Heartbeat

Heartbeat

J'ai fait un rêve étrange.

J'étais petite fille et je voyageais dans le temps. Enfin, j'étais elle sans pour autant l'être. C'était moi enfant, mais j'étais aussi présente en tant qu'adulte. Nous pouvions toutes deux interagir, nous étions toutes deux étrangement connectées. Nous effectuions comme des bonds, et elle possédait mon corps à des moments bien précis. Je revoyais l'instant mais je n'avais pas les sentiments ressentis lors de l’événement en question, mais ceux de cette enfant possédant le corps, tout en gardant les miens. C'est assez compliqué à expliquer. Je ne pouvais rien changer, juste le revivre, juste être spectatrice et prisonnière de nos pensées.

Elle désirait comprendre comment j'avais évolué à travers le temps.

Parfois mes souvenirs me paraissent flous, et ce genre de rêve fait resurgir des émotions que j'avais refoulé avec le temps, des moments que j'avais occulté, des pensées que je croyais avoir éradiquées. J'en avais presque oublié la petite fille muette, cassée, qui pensait que vivre était synonyme de souffrance et préférait voir le monde à travers son cynisme, à travers un regard froid à en glacer le sang. Cette petite fille, seule face au monde, ne croyant pouvoir compter que sur elle-même avait un regard acéré.

Elle ne me comprenait pas !

Elle croyait que je faisais fausse route, que j'avais trop dévié de nos plans originels. Et à travers les moments tortueux, les plus tristes, elle ricanait, arguant que nos émotions nous avaient rendues faibles. Ces mots résonnent encore dans ma tête alors que j'écris et ils font encore mal. Tellement ils sont acides, tellement ils sont cinglants, tellement au fond de moi, je les trouve juste.
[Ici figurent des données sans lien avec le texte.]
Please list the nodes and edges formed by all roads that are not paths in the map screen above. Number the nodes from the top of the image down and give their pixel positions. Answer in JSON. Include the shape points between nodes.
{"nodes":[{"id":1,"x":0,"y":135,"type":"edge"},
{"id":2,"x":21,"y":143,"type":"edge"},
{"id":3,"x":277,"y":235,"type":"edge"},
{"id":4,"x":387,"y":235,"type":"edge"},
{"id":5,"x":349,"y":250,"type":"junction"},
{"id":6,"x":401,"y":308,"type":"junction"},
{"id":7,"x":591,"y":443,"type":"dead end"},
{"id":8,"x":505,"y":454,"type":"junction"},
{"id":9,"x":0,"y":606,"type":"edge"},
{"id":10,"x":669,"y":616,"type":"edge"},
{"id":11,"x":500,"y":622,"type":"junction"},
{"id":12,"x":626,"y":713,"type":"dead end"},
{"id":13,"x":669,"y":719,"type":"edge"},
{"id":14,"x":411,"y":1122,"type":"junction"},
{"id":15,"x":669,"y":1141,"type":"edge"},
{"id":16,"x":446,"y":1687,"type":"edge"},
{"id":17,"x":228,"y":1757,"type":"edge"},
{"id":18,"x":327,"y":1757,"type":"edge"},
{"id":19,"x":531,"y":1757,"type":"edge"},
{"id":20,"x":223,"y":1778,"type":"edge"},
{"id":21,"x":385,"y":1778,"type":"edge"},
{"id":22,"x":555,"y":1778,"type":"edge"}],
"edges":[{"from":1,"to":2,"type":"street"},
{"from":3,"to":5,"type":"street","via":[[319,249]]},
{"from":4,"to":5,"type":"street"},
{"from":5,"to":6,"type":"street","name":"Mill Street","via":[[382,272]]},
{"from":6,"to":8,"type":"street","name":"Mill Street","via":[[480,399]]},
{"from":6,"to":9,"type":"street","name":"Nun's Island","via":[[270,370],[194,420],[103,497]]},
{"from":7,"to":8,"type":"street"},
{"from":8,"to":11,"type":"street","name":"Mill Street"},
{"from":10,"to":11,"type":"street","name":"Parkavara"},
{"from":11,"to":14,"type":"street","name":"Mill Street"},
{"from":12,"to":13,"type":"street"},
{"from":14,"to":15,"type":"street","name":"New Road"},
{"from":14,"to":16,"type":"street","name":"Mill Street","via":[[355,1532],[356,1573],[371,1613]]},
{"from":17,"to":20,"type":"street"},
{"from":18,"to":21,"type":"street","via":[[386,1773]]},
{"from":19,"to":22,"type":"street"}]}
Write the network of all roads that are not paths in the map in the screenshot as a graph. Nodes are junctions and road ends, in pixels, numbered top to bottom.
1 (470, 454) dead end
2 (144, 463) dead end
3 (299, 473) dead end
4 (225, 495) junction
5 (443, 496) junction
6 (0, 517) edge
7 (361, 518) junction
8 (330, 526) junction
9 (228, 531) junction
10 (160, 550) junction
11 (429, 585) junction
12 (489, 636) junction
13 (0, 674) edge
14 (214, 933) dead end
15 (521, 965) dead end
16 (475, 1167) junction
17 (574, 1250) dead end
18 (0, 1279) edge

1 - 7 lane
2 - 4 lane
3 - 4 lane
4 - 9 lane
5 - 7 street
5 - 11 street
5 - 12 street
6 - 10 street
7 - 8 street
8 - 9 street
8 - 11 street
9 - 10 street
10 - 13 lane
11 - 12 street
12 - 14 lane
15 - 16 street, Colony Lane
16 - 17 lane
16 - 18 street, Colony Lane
Me voyant misérable, me voyant toucher le fond, elle se gaussait de plus belle.

Toutefois, après avoir visité toute cette noirceur, on a changé de registre.

Elle ne tenait plus le même discours alors que je dansais, alors que je berçais mon bébé tout contre moi, alors que j'enlaçais mes proches, alors qu'amoureuse j'embrassais mon cher et tendre. À ce moment précis, elle comprit quelque chose. Elle ne voulait plus partir, elle désirait rester lovée ainsi, devenir ce moi dans la chaleur et la sécurité d'une douce étreinte. Elle avait découvert un sentiment jamais éprouvé jusqu'alors. Ce bien-être, cette chaleur, jamais elle n'avait imaginé que cela pouvait exister.

À chaudes larmes, elle pleurait.

Mais il fallait s'en aller, d'autres bonds nous attendaient. Et plus on traversait le temps, plus elle devenait intangible. Plus les larmes ruisselaient sur son visage, plus je me sentais perdre pied dans ce torrent d'émotions. Sans m'en rendre compte, plus on avançait ensemble, plus nos êtres fusionnaient. Nous étions accompagnés dans ce voyage, une sorte d'esprit qui nous faisait voguer sur l'océan de mon passé, de son avenir.

Elle et moi étions toujours en désaccord.

Peu importe ce que je disais, elle me méprisait. J'incarnais notre déchéance. Jusqu'à un certain moment, où elle me regarda avec envie. Son corps devenu translucide, elle s'en allait, je la voyais sautiller, finalement apaisée. J'avais rencontré la poupée brisée, aigrie, qui avait abandonné tout espoir. Sa haine, son amertume, son pessimisme, toutes ces énergies négatives, peu à peu ont laissé place à des larmes, puis un sourire, et enfin, elle se mit de nouveau à rêver.